**Task requirements**
Print all entries below exactly, without images.

**Dataset content**

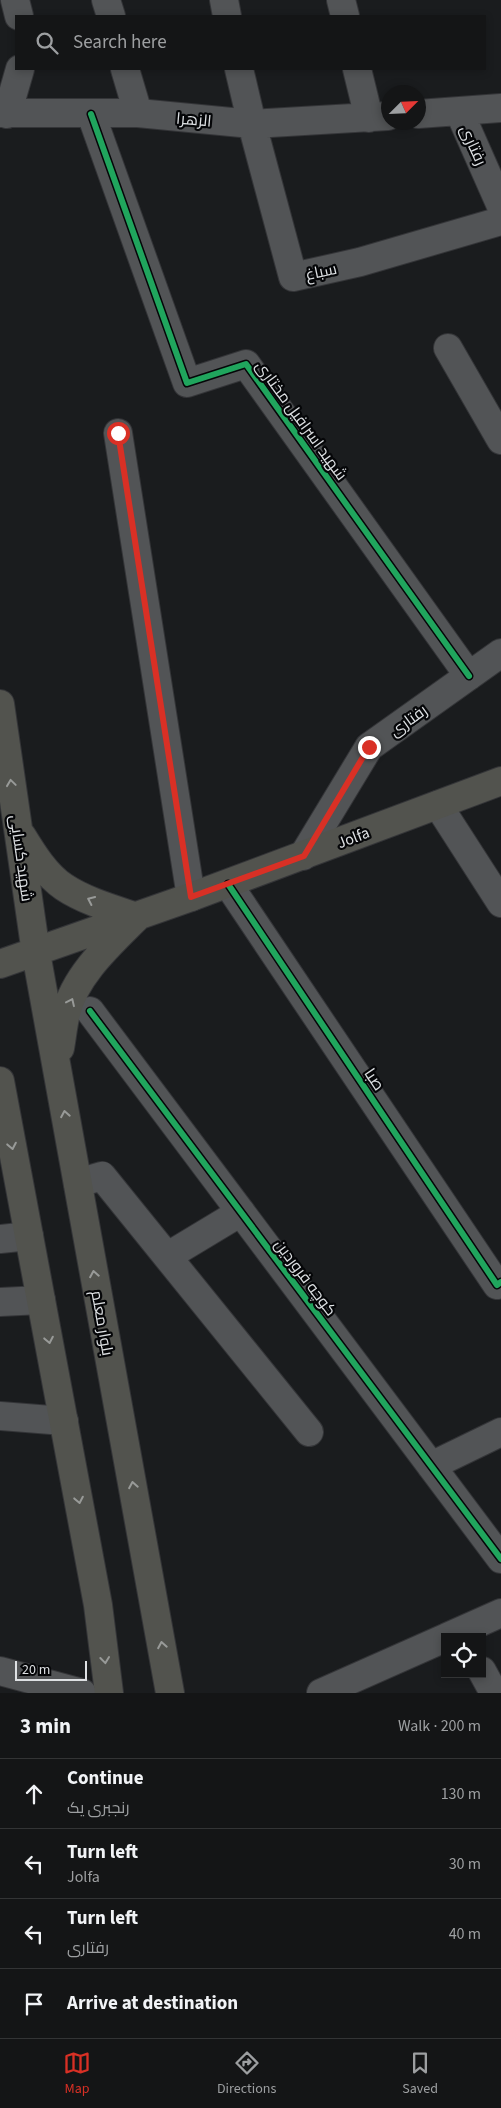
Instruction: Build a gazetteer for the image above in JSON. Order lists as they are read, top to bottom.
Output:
{
  "streets": {
    "main road": ["Jolfa", "شهید کسایی", "بلوار معلم"],
    "street": [
      "الزهرا",
      "رفتاری",
      "سباغ",
      "شهید اسرافیل مختاری",
      "صبا",
      "کوچه فروردین"
    ]
  },
  "crossings": [
    ["الزهرا", "سباغ"],
    ["الزهرا", "شهید اسرافیل مختاری"],
    ["رفتاری", "شهید اسرافیل مختاری"],
    ["رفتاری", "Jolfa"],
    ["Jolfa", "شهید کسایی"],
    ["Jolfa", "صبا"],
    ["Jolfa", "بلوار معلم"],
    ["شهید کسایی", "بلوار معلم"]
  ],
  "one_way": ["شهید کسایی"],
  "scale_bar": "20 m",
  "north": "top right",
  "page": {
    "search": "Search here",
    "scale": "20 m",
    "heading": ["3 min", "Walk · 200 m"],
    "list": [
      ["Continue", "رنجبری یک", "130 m"],
      ["Turn left", "Jolfa", "30 m"],
      ["Turn left", "رفتاری", "40 m"],
      "Arrive at destination"
    ],
    "nav": ["Map", "Directions", "Saved"]
  }
}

**Result**
Instruction: Build a gazetteer for the image above in JSON. Order lists as they are read, top to bottom.
Output:
{
  "streets": {
    "main road": ["Jolfa", "شهید کسایی", "بلوار معلم"],
    "street": [
      "الزهرا",
      "رفتاری",
      "سباغ",
      "شهید اسرافیل مختاری",
      "صبا",
      "کوچه فروردین"
    ]
  },
  "crossings": [
    ["الزهرا", "سباغ"],
    ["الزهرا", "شهید اسرافیل مختاری"],
    ["رفتاری", "شهید اسرافیل مختاری"],
    ["رفتاری", "Jolfa"],
    ["Jolfa", "شهید کسایی"],
    ["Jolfa", "صبا"],
    ["Jolfa", "بلوار معلم"],
    ["شهید کسایی", "بلوار معلم"]
  ],
  "one_way": ["شهید کسایی"],
  "scale_bar": "20 m",
  "north": "top right",
  "page": {
    "search": "Search here",
    "scale": "20 m",
    "heading": ["3 min", "Walk · 200 m"],
    "list": [
      ["Continue", "رنجبری یک", "130 m"],
      ["Turn left", "Jolfa", "30 m"],
      ["Turn left", "رفتاری", "40 m"],
      "Arrive at destination"
    ],
    "nav": ["Map", "Directions", "Saved"]
  }
}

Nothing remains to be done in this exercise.